From: Three Years. His description of medical illness is always precise. In this case, vagal syncope.
"I'm not sure of anything," said Laptev dejectedly. "Not of anything. I don't understand anything. For God's sake, Polina, don't let us talk about it."
"Do you love her?"
"Desperately."
A silence followed. She drank a fourth glass, while he paced up and down, thinking that by now his wife was probably having supper at the doctors' club.
"But is it possible to love without knowing why?" asked Polina, shrugging her shoulders. "No; it's the promptings of animal passion! You are poisoned, intoxicated by that beautiful body, that reinheit! Go away from me; you are unclean! Go to her!"

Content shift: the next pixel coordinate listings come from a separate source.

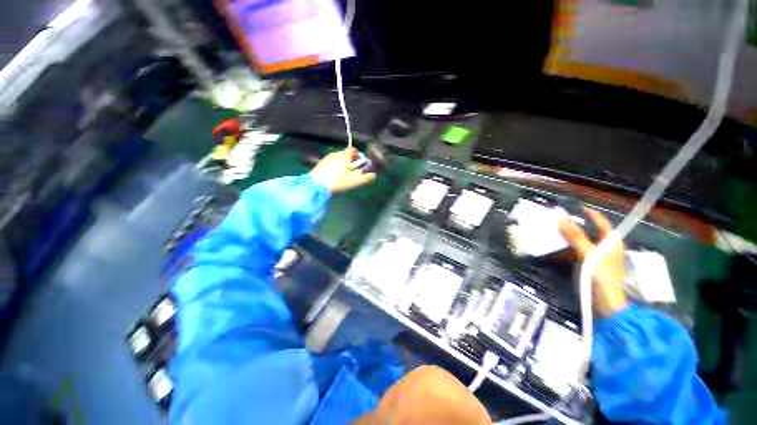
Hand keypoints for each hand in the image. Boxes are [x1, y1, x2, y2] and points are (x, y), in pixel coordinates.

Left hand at [309, 147, 375, 192]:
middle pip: (346, 155)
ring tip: (343, 177)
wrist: (316, 186)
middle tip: (353, 173)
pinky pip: (330, 163)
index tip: (359, 164)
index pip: (353, 149)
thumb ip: (366, 178)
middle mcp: (335, 153)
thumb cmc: (338, 182)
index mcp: (344, 155)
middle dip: (350, 162)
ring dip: (342, 165)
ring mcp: (326, 158)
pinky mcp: (319, 164)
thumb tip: (374, 175)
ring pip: (338, 159)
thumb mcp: (355, 182)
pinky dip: (334, 168)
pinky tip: (333, 178)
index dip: (358, 155)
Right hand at [559, 209, 627, 317]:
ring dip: (572, 236)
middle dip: (577, 224)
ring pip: (586, 241)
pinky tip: (561, 248)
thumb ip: (574, 235)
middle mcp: (608, 247)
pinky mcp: (594, 266)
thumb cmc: (601, 275)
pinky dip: (571, 247)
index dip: (589, 213)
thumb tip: (560, 216)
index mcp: (611, 241)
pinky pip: (581, 251)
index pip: (601, 221)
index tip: (574, 207)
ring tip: (557, 232)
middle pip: (592, 231)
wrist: (607, 303)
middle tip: (560, 220)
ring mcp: (601, 257)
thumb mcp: (587, 253)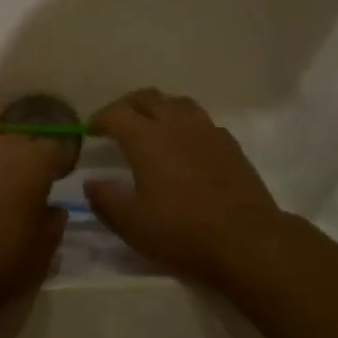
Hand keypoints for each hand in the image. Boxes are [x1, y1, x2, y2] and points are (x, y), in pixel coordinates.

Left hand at [0, 133, 75, 316]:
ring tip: (3, 195)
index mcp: (32, 162)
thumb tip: (54, 209)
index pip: (57, 149)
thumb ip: (53, 225)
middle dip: (32, 160)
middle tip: (34, 187)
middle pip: (23, 144)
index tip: (65, 178)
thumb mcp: (41, 255)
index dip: (63, 162)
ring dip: (2, 167)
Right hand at [86, 88, 293, 288]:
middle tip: (117, 124)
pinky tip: (185, 144)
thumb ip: (105, 200)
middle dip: (127, 106)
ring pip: (177, 102)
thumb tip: (91, 183)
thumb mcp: (132, 224)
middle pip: (147, 98)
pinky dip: (185, 124)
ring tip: (151, 126)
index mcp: (147, 138)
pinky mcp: (229, 143)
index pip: (116, 113)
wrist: (246, 239)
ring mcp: (207, 130)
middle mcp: (176, 124)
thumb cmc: (182, 232)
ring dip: (158, 108)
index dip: (100, 118)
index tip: (91, 131)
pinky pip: (201, 120)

She brandished her hand at him, then took up his hat and hurled it at him. He put on his fur coat without speaking and went out, but she ran after him into the passage, clutched his arm above the elbow, and broke into sobs.
"Hush, Polina! Don't!" he said, and could not unclasp her fingers. "Calm yourself, I entreat you."
She shut her eyes and turned pale, and her long nose became an unpleasant waxy colour like a corpse's, and Laptev still could not unclasp her fingers. She had fainted. He lifted her up carefully, laid her on her bed, and sat by her for ten minutes till she came to herself. Her hands were cold, her pulse was weak and uneven.
"Go home," she said, opening her eyes. "Go away, or I shall begin howling again. I must take myself in hand."